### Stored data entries

===

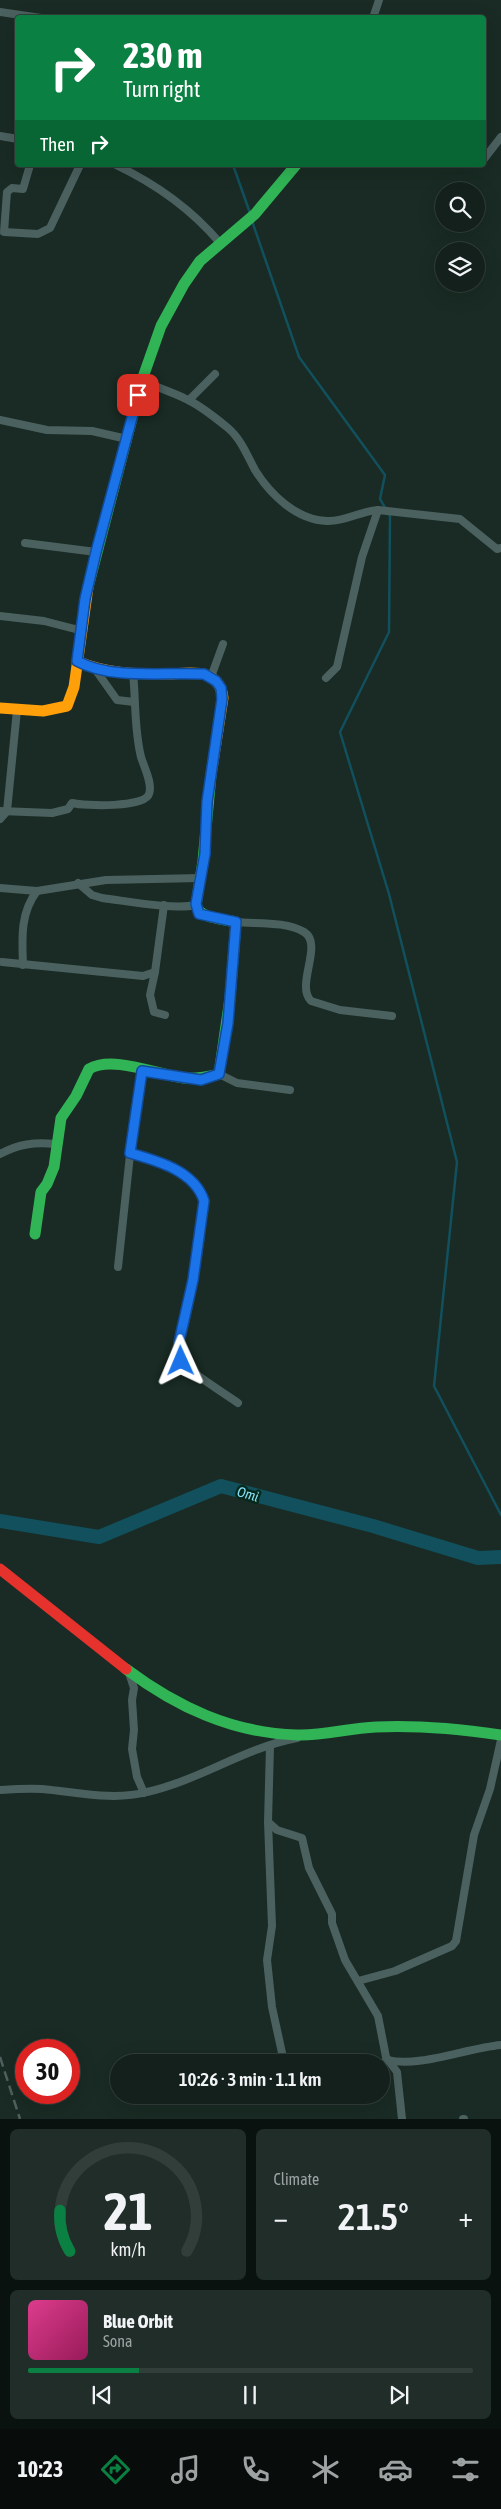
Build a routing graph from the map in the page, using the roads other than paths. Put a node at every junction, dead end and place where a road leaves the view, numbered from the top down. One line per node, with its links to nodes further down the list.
1 (379, 0): 4 (street)
2 (0, 12): 3 (street)
3 (20, 15)
4 (374, 15)
5 (0, 136): 7 (street)
6 (501, 137): 8 (street)
7 (15, 138)
8 (486, 156)
9 (29, 167): 10 (street)
10 (79, 167)
11 (119, 167): 13 (street)
12 (295, 167): 13 (street)
13 (220, 243): 15 (street)
14 (215, 374): 16 (street)
15 (142, 380): 16 (street); 18 (street)
16 (189, 400): 19 (street)
17 (0, 420): 18 (street)
18 (127, 439): 22 (street)
19 (378, 510): 21 (street); 30 (street)
20 (25, 543): 22 (street)
21 (501, 548)
22 (96, 552): 24 (street)
23 (0, 616): 24 (street)
24 (82, 628): 26 (street)
25 (223, 644): 29 (street)
26 (77, 661): 27 (street); 33 (street)
27 (95, 669): 28 (street); 31 (street)
28 (132, 673): 29 (street); 31 (street)
29 (211, 676): 36 (street)
30 (326, 678)
31 (134, 702): 34 (street)
32 (0, 708): 33 (street)
33 (17, 710): 34 (street)
34 (3, 811): 35 (street)
35 (0, 819)
36 (201, 878): 37 (street); 40 (street)
37 (78, 883): 39 (street); 41 (street)
38 (0, 888): 39 (street)
39 (38, 891): 44 (street)
40 (196, 904): 41 (street); 42 (street)
41 (164, 905): 45 (street)
42 (236, 922): 47 (street); 49 (street)
43 (2, 962): 44 (street)
44 (23, 965): 45 (street)
45 (155, 972): 46 (street)
46 (165, 1014)
47 (392, 1016)
48 (142, 1071): 49 (street); 51 (street); 52 (street)
49 (219, 1074): 50 (street)
50 (290, 1090)
51 (55, 1144): 53 (street); 54 (street)
52 (130, 1153): 55 (street); 56 (street)
53 (0, 1154)
54 (35, 1234)
55 (118, 1267)
56 (238, 1403)
57 (0, 1569): 58 (street)
58 (129, 1673): 60 (street); 64 (street)
59 (501, 1735): 60 (street)
60 (312, 1736): 62 (street)
61 (501, 1740): 66 (street)
62 (270, 1746): 64 (street); 65 (street)
63 (0, 1790): 64 (street)
64 (144, 1793)
65 (268, 1822): 66 (street); 68 (street)
66 (358, 1981): 69 (street)
67 (501, 2045): 70 (street)
68 (282, 2054)
69 (384, 2054)
70 (390, 2063)
71 (390, 2066): 72 (street)
72 (402, 2119)

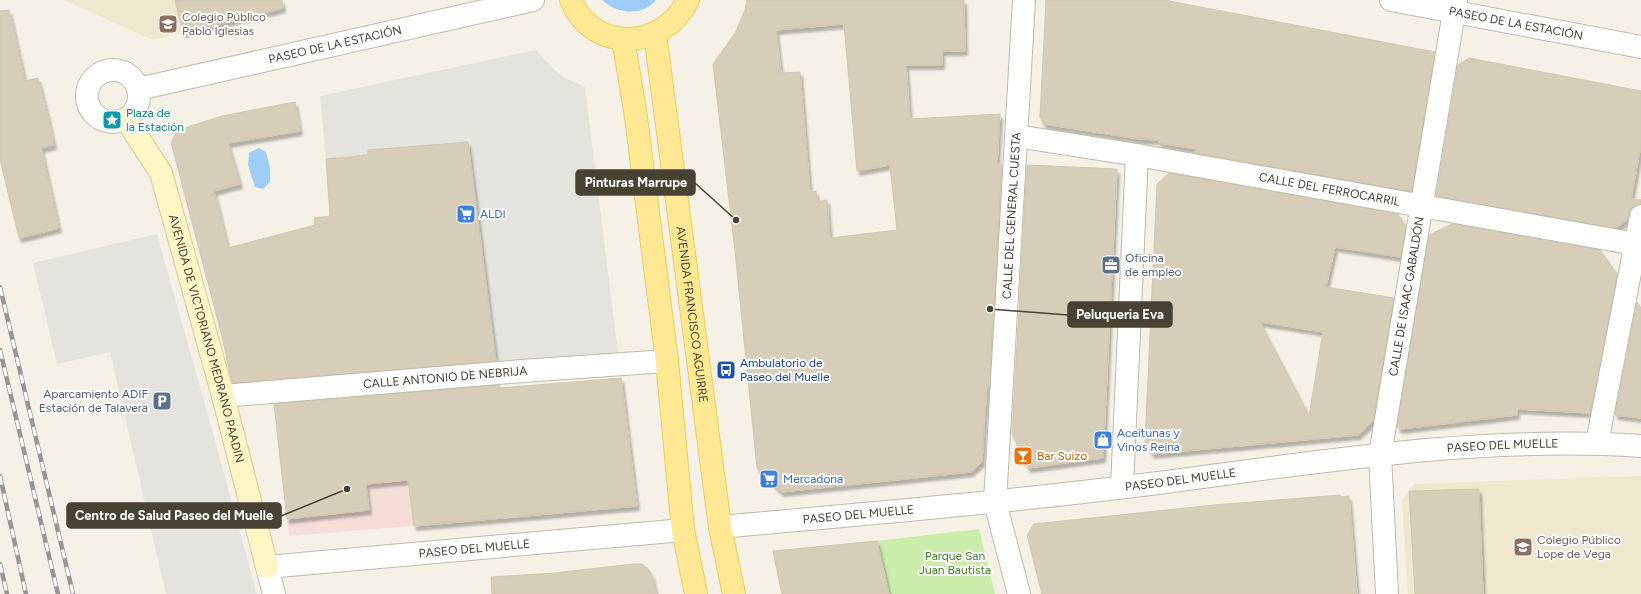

===

### EXERCISE
Can you repeat every record above exactly, apart from the pictures?

### ANSWER TO THIS TASK
Build a routing graph from the map in the page, using the roads other than paths. Put a node at every junction, dead end and place where a road leaves the view, numbered from the top down. One line per node, with its links to nodes further down the list.
1 (379, 0): 4 (street)
2 (0, 12): 3 (street)
3 (20, 15)
4 (374, 15)
5 (0, 136): 7 (street)
6 (501, 137): 8 (street)
7 (15, 138)
8 (486, 156)
9 (29, 167): 10 (street)
10 (79, 167)
11 (119, 167): 13 (street)
12 (295, 167): 13 (street)
13 (220, 243): 15 (street)
14 (215, 374): 16 (street)
15 (142, 380): 16 (street); 18 (street)
16 (189, 400): 19 (street)
17 (0, 420): 18 (street)
18 (127, 439): 22 (street)
19 (378, 510): 21 (street); 30 (street)
20 (25, 543): 22 (street)
21 (501, 548)
22 (96, 552): 24 (street)
23 (0, 616): 24 (street)
24 (82, 628): 26 (street)
25 (223, 644): 29 (street)
26 (77, 661): 27 (street); 33 (street)
27 (95, 669): 28 (street); 31 (street)
28 (132, 673): 29 (street); 31 (street)
29 (211, 676): 36 (street)
30 (326, 678)
31 (134, 702): 34 (street)
32 (0, 708): 33 (street)
33 (17, 710): 34 (street)
34 (3, 811): 35 (street)
35 (0, 819)
36 (201, 878): 37 (street); 40 (street)
37 (78, 883): 39 (street); 41 (street)
38 (0, 888): 39 (street)
39 (38, 891): 44 (street)
40 (196, 904): 41 (street); 42 (street)
41 (164, 905): 45 (street)
42 (236, 922): 47 (street); 49 (street)
43 (2, 962): 44 (street)
44 (23, 965): 45 (street)
45 (155, 972): 46 (street)
46 (165, 1014)
47 (392, 1016)
48 (142, 1071): 49 (street); 51 (street); 52 (street)
49 (219, 1074): 50 (street)
50 (290, 1090)
51 (55, 1144): 53 (street); 54 (street)
52 (130, 1153): 55 (street); 56 (street)
53 (0, 1154)
54 (35, 1234)
55 (118, 1267)
56 (238, 1403)
57 (0, 1569): 58 (street)
58 (129, 1673): 60 (street); 64 (street)
59 (501, 1735): 60 (street)
60 (312, 1736): 62 (street)
61 (501, 1740): 66 (street)
62 (270, 1746): 64 (street); 65 (street)
63 (0, 1790): 64 (street)
64 (144, 1793)
65 (268, 1822): 66 (street); 68 (street)
66 (358, 1981): 69 (street)
67 (501, 2045): 70 (street)
68 (282, 2054)
69 (384, 2054)
70 (390, 2063)
71 (390, 2066): 72 (street)
72 (402, 2119)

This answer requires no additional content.